▼▼▼
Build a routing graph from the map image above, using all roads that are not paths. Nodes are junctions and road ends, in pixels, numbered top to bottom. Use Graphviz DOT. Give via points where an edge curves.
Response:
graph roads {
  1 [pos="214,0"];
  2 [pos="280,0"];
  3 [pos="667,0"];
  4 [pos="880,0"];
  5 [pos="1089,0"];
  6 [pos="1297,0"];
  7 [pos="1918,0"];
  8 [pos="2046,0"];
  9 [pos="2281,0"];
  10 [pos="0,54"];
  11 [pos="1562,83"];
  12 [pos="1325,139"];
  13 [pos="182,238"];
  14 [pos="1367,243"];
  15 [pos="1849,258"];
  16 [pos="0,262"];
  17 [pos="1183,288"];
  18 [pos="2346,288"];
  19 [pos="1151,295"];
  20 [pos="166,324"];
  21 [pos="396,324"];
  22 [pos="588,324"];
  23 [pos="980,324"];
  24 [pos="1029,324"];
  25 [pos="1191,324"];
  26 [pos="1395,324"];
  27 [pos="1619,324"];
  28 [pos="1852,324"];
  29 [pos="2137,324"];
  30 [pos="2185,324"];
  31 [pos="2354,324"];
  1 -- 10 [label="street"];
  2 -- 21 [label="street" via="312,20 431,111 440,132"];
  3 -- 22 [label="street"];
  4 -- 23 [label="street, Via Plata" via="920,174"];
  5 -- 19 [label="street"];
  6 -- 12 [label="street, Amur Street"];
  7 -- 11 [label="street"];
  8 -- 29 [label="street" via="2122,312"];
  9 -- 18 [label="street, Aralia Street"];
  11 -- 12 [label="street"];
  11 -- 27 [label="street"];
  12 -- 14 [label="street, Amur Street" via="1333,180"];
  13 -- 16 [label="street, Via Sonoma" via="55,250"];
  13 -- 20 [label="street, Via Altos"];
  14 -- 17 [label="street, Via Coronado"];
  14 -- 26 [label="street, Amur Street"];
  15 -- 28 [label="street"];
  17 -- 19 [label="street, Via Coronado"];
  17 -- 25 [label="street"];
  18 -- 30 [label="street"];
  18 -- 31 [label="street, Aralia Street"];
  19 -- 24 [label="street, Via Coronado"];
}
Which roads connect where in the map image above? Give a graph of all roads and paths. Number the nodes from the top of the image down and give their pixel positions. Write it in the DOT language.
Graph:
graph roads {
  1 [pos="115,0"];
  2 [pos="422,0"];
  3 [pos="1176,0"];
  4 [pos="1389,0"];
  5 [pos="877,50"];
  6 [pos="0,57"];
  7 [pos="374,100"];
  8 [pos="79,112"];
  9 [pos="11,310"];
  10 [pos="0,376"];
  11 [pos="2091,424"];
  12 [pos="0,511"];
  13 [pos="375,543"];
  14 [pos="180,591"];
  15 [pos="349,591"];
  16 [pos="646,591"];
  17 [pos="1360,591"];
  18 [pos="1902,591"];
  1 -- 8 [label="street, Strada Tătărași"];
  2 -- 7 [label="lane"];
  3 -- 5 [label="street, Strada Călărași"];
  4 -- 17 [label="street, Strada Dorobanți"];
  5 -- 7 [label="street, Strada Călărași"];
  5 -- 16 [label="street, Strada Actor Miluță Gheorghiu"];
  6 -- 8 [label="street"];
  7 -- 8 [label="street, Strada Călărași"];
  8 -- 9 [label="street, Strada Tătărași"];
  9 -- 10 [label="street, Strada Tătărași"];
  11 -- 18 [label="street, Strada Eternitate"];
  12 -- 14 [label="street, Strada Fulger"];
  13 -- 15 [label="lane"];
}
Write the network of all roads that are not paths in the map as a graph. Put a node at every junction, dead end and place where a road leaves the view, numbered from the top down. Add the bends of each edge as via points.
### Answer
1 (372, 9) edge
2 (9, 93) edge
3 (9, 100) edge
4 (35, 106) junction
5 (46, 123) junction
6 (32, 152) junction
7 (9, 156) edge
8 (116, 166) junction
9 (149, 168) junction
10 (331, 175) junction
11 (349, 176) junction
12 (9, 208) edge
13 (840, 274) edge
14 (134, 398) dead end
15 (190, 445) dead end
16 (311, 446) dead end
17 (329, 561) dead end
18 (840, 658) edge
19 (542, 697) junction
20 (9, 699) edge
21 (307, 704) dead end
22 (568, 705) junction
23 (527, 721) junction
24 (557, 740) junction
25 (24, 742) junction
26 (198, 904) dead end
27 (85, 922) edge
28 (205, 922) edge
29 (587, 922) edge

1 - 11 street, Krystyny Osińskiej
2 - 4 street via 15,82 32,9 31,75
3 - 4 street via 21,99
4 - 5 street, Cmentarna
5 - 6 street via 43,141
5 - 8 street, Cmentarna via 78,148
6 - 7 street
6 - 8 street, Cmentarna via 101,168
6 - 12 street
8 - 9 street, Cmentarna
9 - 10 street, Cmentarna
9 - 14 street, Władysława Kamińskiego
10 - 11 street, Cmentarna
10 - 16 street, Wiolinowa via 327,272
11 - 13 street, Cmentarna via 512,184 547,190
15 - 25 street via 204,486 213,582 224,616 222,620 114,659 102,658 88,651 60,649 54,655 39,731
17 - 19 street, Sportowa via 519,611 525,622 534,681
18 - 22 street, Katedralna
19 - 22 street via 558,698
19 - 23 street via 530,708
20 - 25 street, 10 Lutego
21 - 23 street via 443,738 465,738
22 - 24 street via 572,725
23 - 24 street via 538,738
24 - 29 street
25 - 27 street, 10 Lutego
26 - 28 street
▲▲▲
● **REQUIRED WORK**: All of the entries should be written out again exactly.

● **YOUR SOLUTION**:
Build a routing graph from the map image above, using all roads that are not paths. Nodes are junctions and road ends, in pixels, numbered top to bottom. Use Graphviz DOT. Give via points where an edge curves.
Response:
graph roads {
  1 [pos="214,0"];
  2 [pos="280,0"];
  3 [pos="667,0"];
  4 [pos="880,0"];
  5 [pos="1089,0"];
  6 [pos="1297,0"];
  7 [pos="1918,0"];
  8 [pos="2046,0"];
  9 [pos="2281,0"];
  10 [pos="0,54"];
  11 [pos="1562,83"];
  12 [pos="1325,139"];
  13 [pos="182,238"];
  14 [pos="1367,243"];
  15 [pos="1849,258"];
  16 [pos="0,262"];
  17 [pos="1183,288"];
  18 [pos="2346,288"];
  19 [pos="1151,295"];
  20 [pos="166,324"];
  21 [pos="396,324"];
  22 [pos="588,324"];
  23 [pos="980,324"];
  24 [pos="1029,324"];
  25 [pos="1191,324"];
  26 [pos="1395,324"];
  27 [pos="1619,324"];
  28 [pos="1852,324"];
  29 [pos="2137,324"];
  30 [pos="2185,324"];
  31 [pos="2354,324"];
  1 -- 10 [label="street"];
  2 -- 21 [label="street" via="312,20 431,111 440,132"];
  3 -- 22 [label="street"];
  4 -- 23 [label="street, Via Plata" via="920,174"];
  5 -- 19 [label="street"];
  6 -- 12 [label="street, Amur Street"];
  7 -- 11 [label="street"];
  8 -- 29 [label="street" via="2122,312"];
  9 -- 18 [label="street, Aralia Street"];
  11 -- 12 [label="street"];
  11 -- 27 [label="street"];
  12 -- 14 [label="street, Amur Street" via="1333,180"];
  13 -- 16 [label="street, Via Sonoma" via="55,250"];
  13 -- 20 [label="street, Via Altos"];
  14 -- 17 [label="street, Via Coronado"];
  14 -- 26 [label="street, Amur Street"];
  15 -- 28 [label="street"];
  17 -- 19 [label="street, Via Coronado"];
  17 -- 25 [label="street"];
  18 -- 30 [label="street"];
  18 -- 31 [label="street, Aralia Street"];
  19 -- 24 [label="street, Via Coronado"];
}
Which roads connect where in the map image above? Give a graph of all roads and paths. Number the nodes from the top of the image down and give their pixel positions. Write it in the DOT language.
Graph:
graph roads {
  1 [pos="115,0"];
  2 [pos="422,0"];
  3 [pos="1176,0"];
  4 [pos="1389,0"];
  5 [pos="877,50"];
  6 [pos="0,57"];
  7 [pos="374,100"];
  8 [pos="79,112"];
  9 [pos="11,310"];
  10 [pos="0,376"];
  11 [pos="2091,424"];
  12 [pos="0,511"];
  13 [pos="375,543"];
  14 [pos="180,591"];
  15 [pos="349,591"];
  16 [pos="646,591"];
  17 [pos="1360,591"];
  18 [pos="1902,591"];
  1 -- 8 [label="street, Strada Tătărași"];
  2 -- 7 [label="lane"];
  3 -- 5 [label="street, Strada Călărași"];
  4 -- 17 [label="street, Strada Dorobanți"];
  5 -- 7 [label="street, Strada Călărași"];
  5 -- 16 [label="street, Strada Actor Miluță Gheorghiu"];
  6 -- 8 [label="street"];
  7 -- 8 [label="street, Strada Călărași"];
  8 -- 9 [label="street, Strada Tătărași"];
  9 -- 10 [label="street, Strada Tătărași"];
  11 -- 18 [label="street, Strada Eternitate"];
  12 -- 14 [label="street, Strada Fulger"];
  13 -- 15 [label="lane"];
}
Write the network of all roads that are not paths in the map as a graph. Put a node at every junction, dead end and place where a road leaves the view, numbered from the top down. Add the bends of each edge as via points.
### Answer
1 (372, 9) edge
2 (9, 93) edge
3 (9, 100) edge
4 (35, 106) junction
5 (46, 123) junction
6 (32, 152) junction
7 (9, 156) edge
8 (116, 166) junction
9 (149, 168) junction
10 (331, 175) junction
11 (349, 176) junction
12 (9, 208) edge
13 (840, 274) edge
14 (134, 398) dead end
15 (190, 445) dead end
16 (311, 446) dead end
17 (329, 561) dead end
18 (840, 658) edge
19 (542, 697) junction
20 (9, 699) edge
21 (307, 704) dead end
22 (568, 705) junction
23 (527, 721) junction
24 (557, 740) junction
25 (24, 742) junction
26 (198, 904) dead end
27 (85, 922) edge
28 (205, 922) edge
29 (587, 922) edge

1 - 11 street, Krystyny Osińskiej
2 - 4 street via 15,82 32,9 31,75
3 - 4 street via 21,99
4 - 5 street, Cmentarna
5 - 6 street via 43,141
5 - 8 street, Cmentarna via 78,148
6 - 7 street
6 - 8 street, Cmentarna via 101,168
6 - 12 street
8 - 9 street, Cmentarna
9 - 10 street, Cmentarna
9 - 14 street, Władysława Kamińskiego
10 - 11 street, Cmentarna
10 - 16 street, Wiolinowa via 327,272
11 - 13 street, Cmentarna via 512,184 547,190
15 - 25 street via 204,486 213,582 224,616 222,620 114,659 102,658 88,651 60,649 54,655 39,731
17 - 19 street, Sportowa via 519,611 525,622 534,681
18 - 22 street, Katedralna
19 - 22 street via 558,698
19 - 23 street via 530,708
20 - 25 street, 10 Lutego
21 - 23 street via 443,738 465,738
22 - 24 street via 572,725
23 - 24 street via 538,738
24 - 29 street
25 - 27 street, 10 Lutego
26 - 28 street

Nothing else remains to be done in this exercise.